Search form

10 Brain Break Videos to Share With Your Class

A brain break activity allows your students to shift focus and exercise physically and/or mentally. Children have limited attention spans and are highly driven by new experiences. For example, an eight-year-old can only concentrate on one thing for about 16 to 24 minutes. Regularly providing new activities and a change of pace allows their mind and bodies to reset. 

You might find that some older students are a little reluctant to join in. In this case, emphasize the benefits of leading by example in joining the fun. Although some videos are better suited for certain grades, you can adapt each of these brain breaks to fit any age. 

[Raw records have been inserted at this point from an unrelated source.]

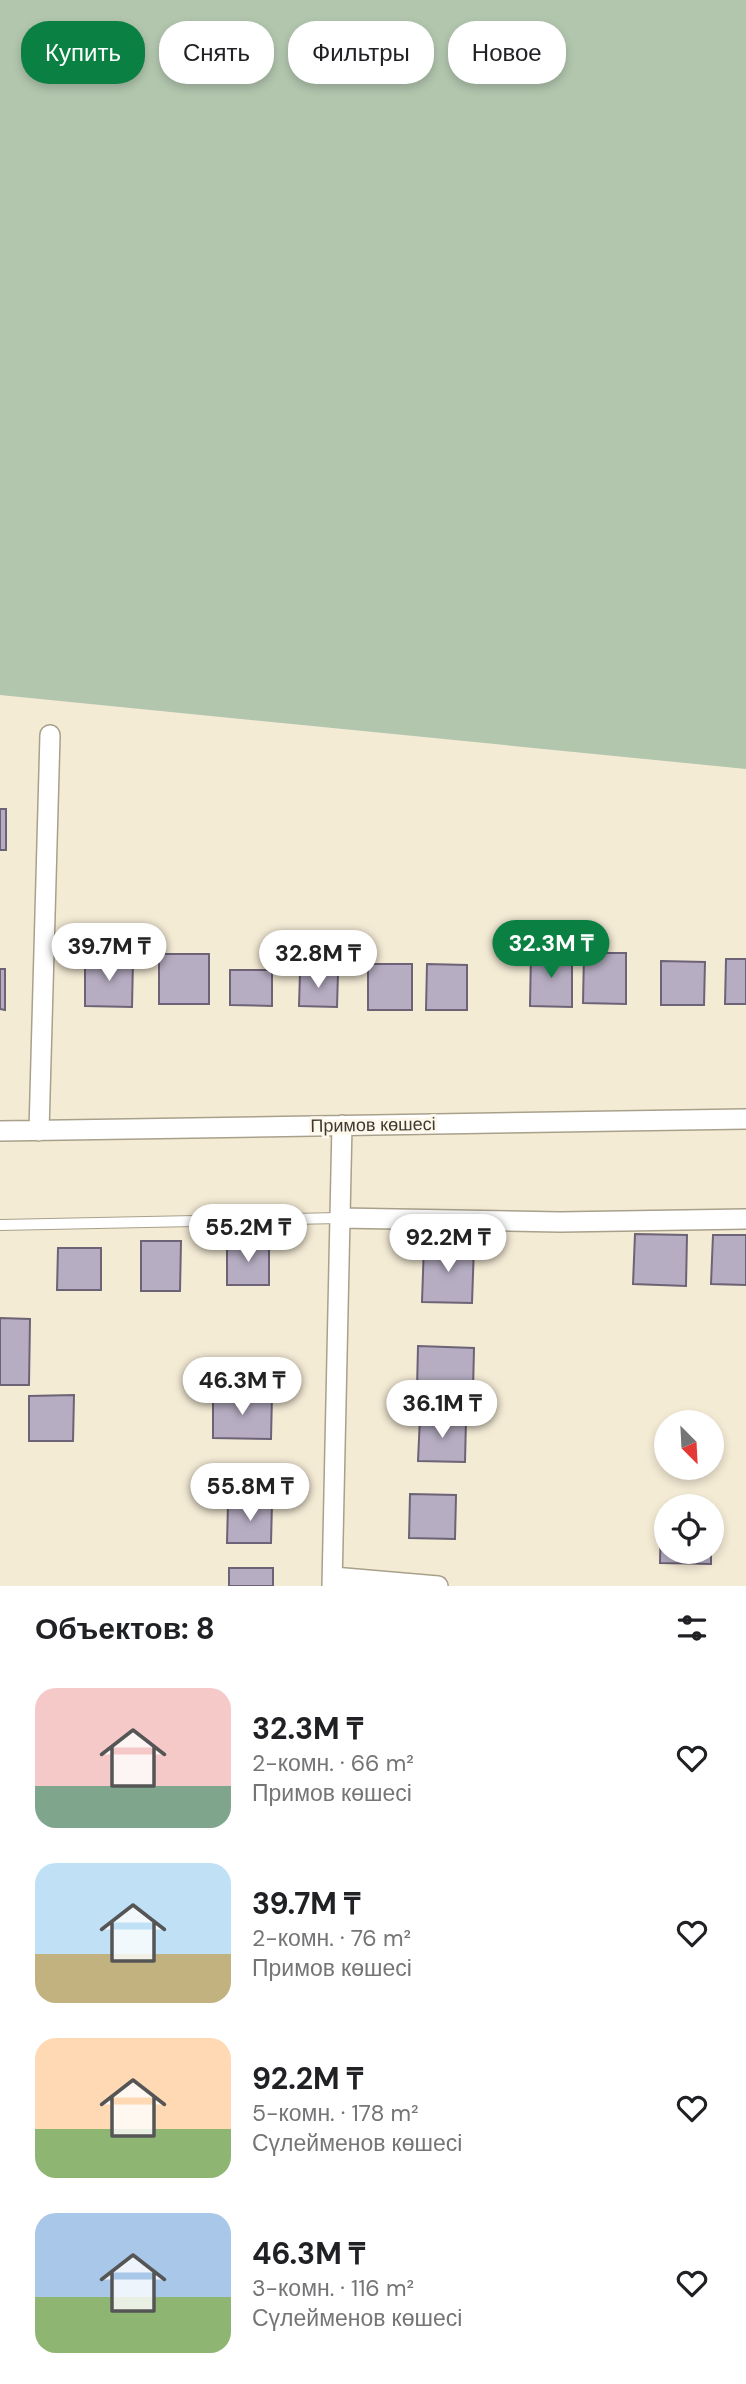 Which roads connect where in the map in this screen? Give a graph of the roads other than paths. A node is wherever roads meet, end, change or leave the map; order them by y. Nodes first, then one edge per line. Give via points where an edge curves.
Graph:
1 (50, 735) dead end
2 (746, 1119) edge
3 (342, 1125) junction
4 (39, 1130) junction
5 (0, 1131) edge
6 (340, 1218) junction
7 (746, 1219) edge
8 (0, 1225) edge
9 (333, 1582) edge
10 (438, 1586) edge

1 - 4 street
2 - 3 street, Примов көшесі
3 - 4 street, Примов көшесі
3 - 6 street
4 - 5 street, Примов көшесі
6 - 7 street
6 - 8 lane
6 - 9 street
9 - 10 street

A brain break activity improves cognitive ability, builds bonds between children and their teacher, and provides a much-needed reprieve for both parties. Most brain breaks follow a pattern of mixing fun with physical exercise. Here are 10 brain breaks videos to share with your class.

1. First Grade - Koo Koo Kanga Roo

Make sure that the class next door isn't going to be disturbed by this sing-along number. It will have your class bouncing around and yelling the words. Simple, catchy, and repetitive, your kids will love this.

2. Second Grade - Disney's Dynamic Duos

In this video, students get to choose various cartoon or movie characters from classic pairings like Peter Pan and Tinkerbell to Finn and Rey. Based on their choice, students are given a simple physical exercise. Some could be doing squats or arm circles while others hop. This may sound like chaos, but it's better to have chaos during a break than during your lesson.

3. Third Grade - How Do You Feel GIFs

In this brain break, children are asked a question such as, "What would you do if your video game system broke?" They then choose one of three GIFS that best describe their reaction and then have to do the corresponding exercise. Simple and friendship building.

4. Fourth Grade - Panda Poses

On a more relaxed note, this brain break encourages students to breathe deeply as they copy the poses of a panda. Superimposed on beautiful nature stills and videos, this guided meditation allows students to refocus their attention in a non-disruptive way.

5. Fifth Grade - Would You Rather? Among Us Edition

In this video, children have a few seconds to choose between two options. Then, there are 20 seconds of simple exercises to do. It gives your students a welcome chance to stretch tired muscles and spout some pop culture info to their classmates.

6. Sixth Grade - Illusion Images

This one might suit both younger and older students. The student is shown a series of optical illusions where they might see one of two images. They can then tell the class what they see first and if they can see the other option as well. Children will love this activity, but you should clarify that there are no correct answers. Different people see different things.

7. Seventh Grade - Would You Rather? Food Edition

As with the fifth-grade brain break, students choose between two options. "Would you rather eat pizza or chicken nuggets?" is one example. Again, students do physical exercise depending on their choice. Each question could form the basis for a quick discussion.

8. Freeze Dance

All ages will enjoy letting off steam with this energetic brain break. Dancing is a great way to break the ice, too. Just be sure no one breaks a leg on the dance floor!

9. Meme Moods

In this video, three images pop up, and students have to choose one. Different exercises follow, depending on the choice. This brain break is probably more suitable for older students as some of the moods might be beyond a young student's grasp. 

10. Never Have I Ever

This brain break might cause some giggles and heated discussions! Students have to say if they have ever done something and get a different exercise if they have or have not. The questions are innocuous, and you might like to use some of the questions as talking points later during teaching.

Final Thoughts

Most brain breaks involve both mental and physical activity. You may need to adapt some of them depending on your students' abilities. It's important to remember that brain breaks are used frequently but refrain from becoming routine. They are fun activities that should give children a break from learning without overpowering or undervaluing the information being taught.